Una cantidad no despreciable de intelectuales y estudiosos dedicados al comportamiento y prácticas sociales del nuevo siglo, han llamado sistemáticamente la atención sobre los alcances y consecuencias de las llamadas “redes sociales virtuales”.
Bajo esta denominación caben una serie de relaciones entre personas, grupos o asociaciones mayores con intereses comunes y cuyo canal de comunicación es internet.
Los efectos de estas nuevas formas de relaciones humanas son insospechados y vale decir que esta verdadera revolución comunicacional no tiene precedente alguno a nivel de escala y masificación planetaria.
Claramente, refleja una de las mayores expresiones de lo que en 1961 Marchall McLuhan llamó “Aldea Global”.
En la actualidad, millones de personas de forma simultánea pueden acceder a través de Facebook, Twitter, Instagram o SnapChat a una misma noticia, fenómeno o acontecimiento desde distintas localizaciones geográficas y dar una opinión fundada o infundada sobre el particular.

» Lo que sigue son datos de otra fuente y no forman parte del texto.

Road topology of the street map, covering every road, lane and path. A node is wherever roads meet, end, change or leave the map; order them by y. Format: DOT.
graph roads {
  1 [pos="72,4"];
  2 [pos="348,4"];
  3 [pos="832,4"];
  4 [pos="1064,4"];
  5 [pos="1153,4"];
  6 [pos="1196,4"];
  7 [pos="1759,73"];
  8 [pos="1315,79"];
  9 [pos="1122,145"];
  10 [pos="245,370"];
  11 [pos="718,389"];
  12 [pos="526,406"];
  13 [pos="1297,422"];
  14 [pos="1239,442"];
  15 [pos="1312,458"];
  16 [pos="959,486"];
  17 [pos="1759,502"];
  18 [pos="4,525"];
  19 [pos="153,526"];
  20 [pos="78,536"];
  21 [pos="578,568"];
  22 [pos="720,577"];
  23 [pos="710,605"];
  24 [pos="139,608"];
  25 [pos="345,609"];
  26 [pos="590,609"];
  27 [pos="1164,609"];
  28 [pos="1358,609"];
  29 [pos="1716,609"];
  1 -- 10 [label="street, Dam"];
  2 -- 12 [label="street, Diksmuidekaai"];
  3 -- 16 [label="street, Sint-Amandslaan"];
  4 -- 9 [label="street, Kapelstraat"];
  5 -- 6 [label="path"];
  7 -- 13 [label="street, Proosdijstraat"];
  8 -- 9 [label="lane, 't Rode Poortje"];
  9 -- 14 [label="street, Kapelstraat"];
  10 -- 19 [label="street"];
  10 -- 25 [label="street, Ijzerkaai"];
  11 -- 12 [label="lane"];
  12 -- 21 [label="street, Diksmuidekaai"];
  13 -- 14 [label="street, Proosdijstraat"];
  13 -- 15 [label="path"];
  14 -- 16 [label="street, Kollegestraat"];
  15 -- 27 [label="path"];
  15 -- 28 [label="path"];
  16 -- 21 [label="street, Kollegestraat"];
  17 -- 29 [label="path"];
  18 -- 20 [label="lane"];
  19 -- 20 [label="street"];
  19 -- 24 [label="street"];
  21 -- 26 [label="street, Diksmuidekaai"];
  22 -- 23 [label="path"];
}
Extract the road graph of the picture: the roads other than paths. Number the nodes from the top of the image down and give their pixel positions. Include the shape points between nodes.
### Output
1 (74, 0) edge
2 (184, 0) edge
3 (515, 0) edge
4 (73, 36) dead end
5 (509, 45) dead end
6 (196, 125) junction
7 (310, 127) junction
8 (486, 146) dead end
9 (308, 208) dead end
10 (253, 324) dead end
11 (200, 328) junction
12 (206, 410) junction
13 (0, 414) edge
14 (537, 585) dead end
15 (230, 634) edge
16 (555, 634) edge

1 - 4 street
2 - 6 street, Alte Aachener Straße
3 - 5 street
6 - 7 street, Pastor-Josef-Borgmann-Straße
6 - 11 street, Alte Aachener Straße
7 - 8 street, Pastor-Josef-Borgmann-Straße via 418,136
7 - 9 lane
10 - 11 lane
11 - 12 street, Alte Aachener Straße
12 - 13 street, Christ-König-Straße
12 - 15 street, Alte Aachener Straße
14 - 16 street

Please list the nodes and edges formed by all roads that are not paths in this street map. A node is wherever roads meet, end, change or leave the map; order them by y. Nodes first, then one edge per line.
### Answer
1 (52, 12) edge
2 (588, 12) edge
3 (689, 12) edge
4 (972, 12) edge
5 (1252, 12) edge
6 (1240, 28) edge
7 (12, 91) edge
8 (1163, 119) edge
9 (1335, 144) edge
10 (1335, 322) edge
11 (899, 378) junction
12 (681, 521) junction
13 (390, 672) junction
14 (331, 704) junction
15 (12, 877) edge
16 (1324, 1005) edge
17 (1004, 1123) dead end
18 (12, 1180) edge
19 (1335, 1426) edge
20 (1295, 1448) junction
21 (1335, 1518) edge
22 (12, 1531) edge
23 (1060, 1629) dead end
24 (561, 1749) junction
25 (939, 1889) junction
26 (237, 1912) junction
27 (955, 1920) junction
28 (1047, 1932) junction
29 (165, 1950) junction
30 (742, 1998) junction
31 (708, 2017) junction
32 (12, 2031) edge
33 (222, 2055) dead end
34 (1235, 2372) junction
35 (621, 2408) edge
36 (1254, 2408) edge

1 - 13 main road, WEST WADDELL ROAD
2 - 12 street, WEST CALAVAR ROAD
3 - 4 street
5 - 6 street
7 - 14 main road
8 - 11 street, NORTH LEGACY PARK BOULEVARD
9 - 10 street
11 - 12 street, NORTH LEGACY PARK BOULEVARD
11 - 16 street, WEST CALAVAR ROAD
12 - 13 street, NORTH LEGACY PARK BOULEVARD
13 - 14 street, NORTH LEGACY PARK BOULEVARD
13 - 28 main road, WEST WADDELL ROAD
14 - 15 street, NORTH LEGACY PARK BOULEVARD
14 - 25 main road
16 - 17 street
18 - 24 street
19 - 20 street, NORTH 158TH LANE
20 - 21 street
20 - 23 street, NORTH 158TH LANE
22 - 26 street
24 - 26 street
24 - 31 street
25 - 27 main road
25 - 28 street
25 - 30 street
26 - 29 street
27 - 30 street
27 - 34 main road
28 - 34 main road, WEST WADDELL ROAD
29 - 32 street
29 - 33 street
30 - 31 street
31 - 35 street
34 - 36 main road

No obstante, los beneficios que estas redes conllevan en términos del acceso a toneladas de información cada segundo, no es menos cierto que estas se han transformado también en formas de ajusticiamiento social, repudio, condena e, incluso, incitación a la violencia contra grupos, nacionalidades o minorías adscritas a creencias u opciones específicas.
En un sentido, por ejemplo, las redes sociales han sido el medio por el cual puede ajusticiarse a un abusador sexual –hecho que en los últimos meses ha sido la tónica en Chile- exponiéndolo al escarnio público a través de una visibilización inmediata y lapidaria (acto que muchas veces avanza con mayor rapidez que la propia justicia institucional).
Lo anterior ha permitido probablemente –y a buena hora- que los índices de abuso vayan gradualmente disminuyendo por el pánico que suscita la exposición global de un acto irracional e inmoral que antes quedaba limitado a una escala menor, en los rincones de la burocracia del sistema penal.
Todo ello ha beneficiado claramente a las víctimas, que ven una justicia no solo legal sino social con mayores consecuencias nefastas para los victimarios.
Paralelamente, estas redes han servido también para cometer las mayores injusticias contra todo tipo de personas y sin argumentos plausibles, dado el poco juicio y criterio que a veces impera para “criticar” y denostar a alguien.
Si asumimos con profundidad que las redes sociales se convirtieron –sobre todo a partir del año 2000- en la herramienta más utilizada por la gente para resolver cuestiones privadas o públicas, además del éxito mediático asegurado por la repercusión inmediata que alcanzan, podemos observar que su utilización negativa ha socavado los cimientos de la prudencia y la sensatez humana.
Este socavamiento puede ser el resultado de la poca empatía para ponerse en el lugar de ese otro al que se cuestiona, sin fundamento o simplemente por rencor injustificado.
Aún más, solo por creer, a buenas y a primeras, que ese otro me ha ofendido o pasado a llevar o simplemente por el goce de un twittero anónimo de destruir, recordando que un gran porcentaje de los mensajes por redes sociales están dirigidos a ventilar errores estigmatizando a diversos usuarios y no usuarios de internet.
Lamentablemente, las redes sociales fortalecen la construcción de estereotipos sociales que gozan de estabilidad en la percepción social de todo tipo de alteridad.
A modo de ejemplo, aún fresca en la memoria de los chilenos esta esa falsa acusación de abuso en el Metro de Santiago, en donde una joven, sin mayor constatación y certeza, publicó en Facebook que un hombre mayor la habría abusado (refiriéndose a tocaciones indebidas).
Quedaría demostrado ante la justicia que esto no fue así e incluso el hombre habría iniciado una causa por injurias graves. Sin embargo, el daño estaba hecho; el hombre aclaró que le trajo perjuicios en su vida familiar y laboral.
Allí la joven no ponderó las repercusiones que su denuncia conllevaría en una actitud poco empática y sin averiguación a fondo. No quiero aquí sostener que toda denuncia sea infundada y que sí existen abusadores que se esconden por doquier, pero en muchos casos se hace masivo y definitivo el estereotipo negativo de inocentes.
Con todo, la existencia insoslayable de las redes sociales y la repercusión mediática e instantánea que estas producen, nos debería llevar como sociedad a reflexionar sobre el uso moral que estas debiesen implicar.
Debemos enseñar a nuestros hijos y estudiantes a manejarse con respeto y ética en tales redes. Incluso, algunos especialistas hablan de una verdadera “formación en ciudadanía digital” que debiese estar como asignatura en los colegios en función de la formación de una actitud responsable y empática frente a todo tipo de personas.
Debemos enseñar sobre las consecuencias de decir determinadas cosas o mostrar tal o cual imagen sobre el argumento de que la convivencia humana en el siglo XXI debe apartar la violencia social, elemento endémico a la era digital.